Computing the Formation and Growth of a Blood Clot

10/25/2016

With help from three systems of supercomputers, including the High Performance Computing Clusters on campus, Yale researchers are figuring out the stages of a blood clot’s formation and growth in abdominal aortic aneurysms (AAAs).

AAAs are localized enlargements of the aorta, most often found in men 65 years or older. Although most AAAs harbor a blood clot, little is known regarding the development of the clot or its effects on the underlying aortic wall.

In the lab of Prof. Jay Humphrey, a research team is studying how these clots form and most recently, what factors affect how they grow. This research could help lead to a better understanding of how clots contribute to the risk of rupture of an AAA, which can be lethal. The results of their most recent work have been published in papers appearing in the Proceedings of the Royal Society and the International Journal for Numerical Methods in Biomedical Engineering.
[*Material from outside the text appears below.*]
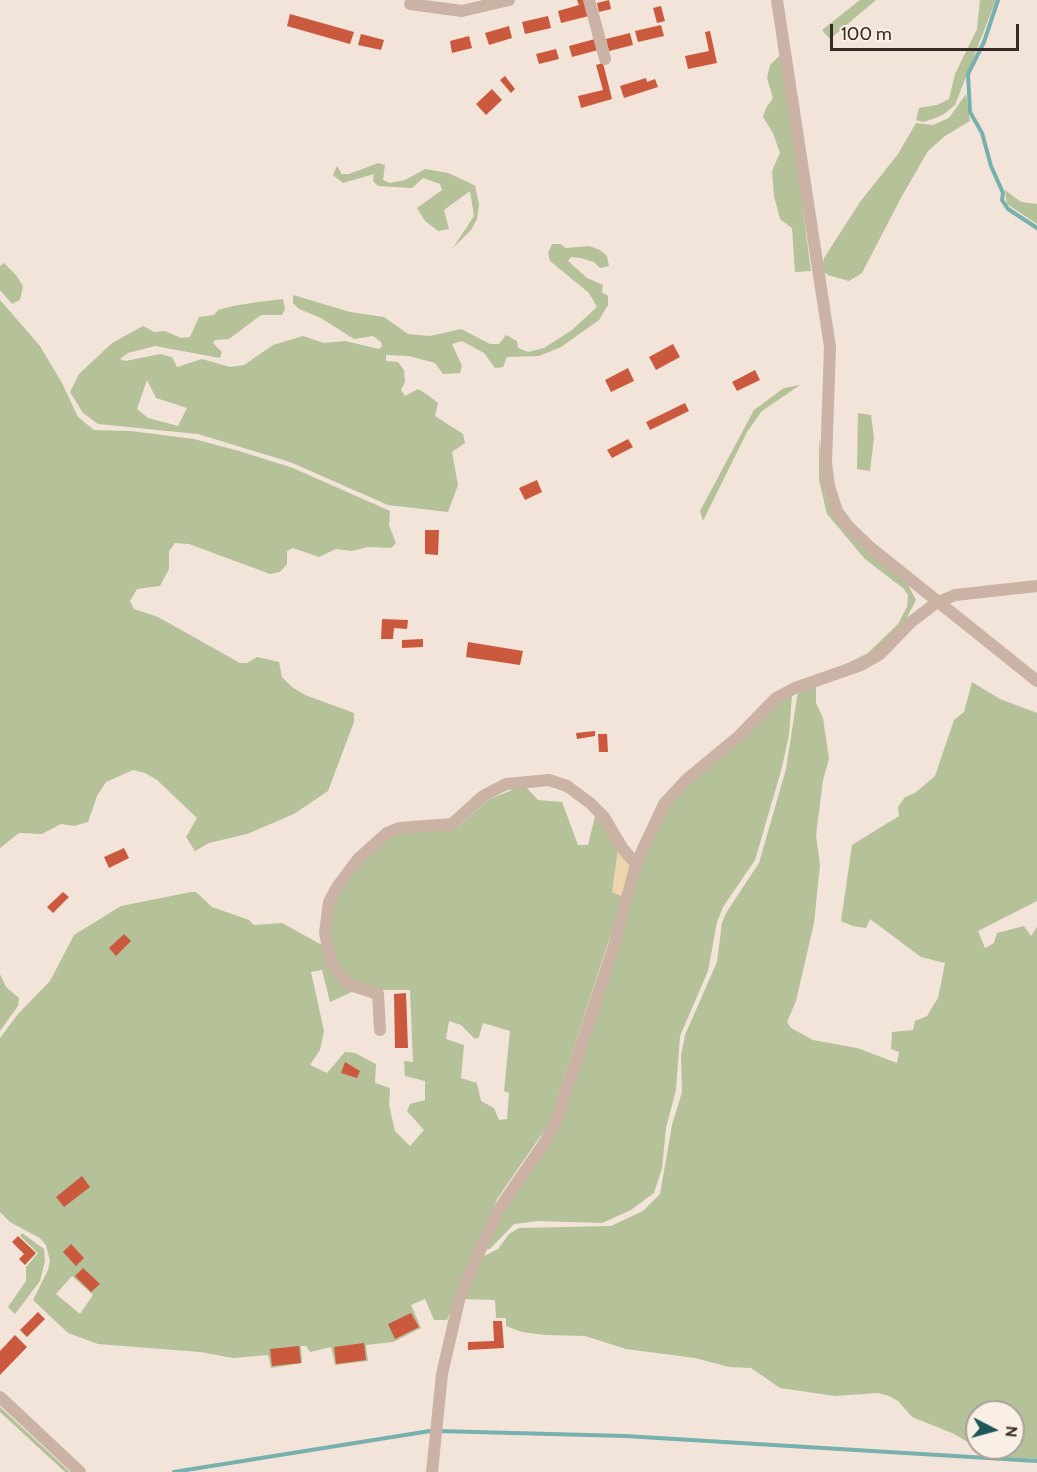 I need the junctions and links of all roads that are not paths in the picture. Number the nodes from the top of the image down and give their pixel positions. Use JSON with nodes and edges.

“It’s important for us clinically to know what’s going to happen with a clot,” said Humphrey, the John C. Malone Professor of Biomedical Engineering. “How is it going to grow, how is it going to affect the aortic wall?” 

One finding is that the same factors that contribute to the formation of a clot – frictional forces due to blood flow - also prevent the clot from growing to the point of completely filling the AAA. That’s because the frictional force on the clot keeps increasing as the clot gets bigger and encroaches on the flowing blood. “It [the clot] will keep growing until it achieves a certain size and shape such that cells or proteins that try to deposit on the clot will get washed away,” said Humphrey, who also serves as chair of the biomedical engineering department. 

To interpret both biological experiments conducted in the lab and clinical observations, lead author Paolo Di Achille, a Ph.D. candidate in Humphrey’s lab, developed computational models of the complex interactions that occur in the formation and growth of the thrombus. Because of the complexity of the problem, calculations required about 100 years of computer time - that is, the amount of time one standard computer would need to solve the problem. It is for this reason that three different supercomputers were used to accomplish this feat. “We have great facilities here at Yale, but this was such a big problem that we not only had to use our high performance computers, but others as well,” Humphrey said. 

Working with Humphrey and Di Achille was surgeon-scientist George Tellides, professor of cardiac surgery at the Yale School of Medicine, and the team had valuable assistance from Andrew Sherman, senior research scientist at the Yale Center for Research Computing.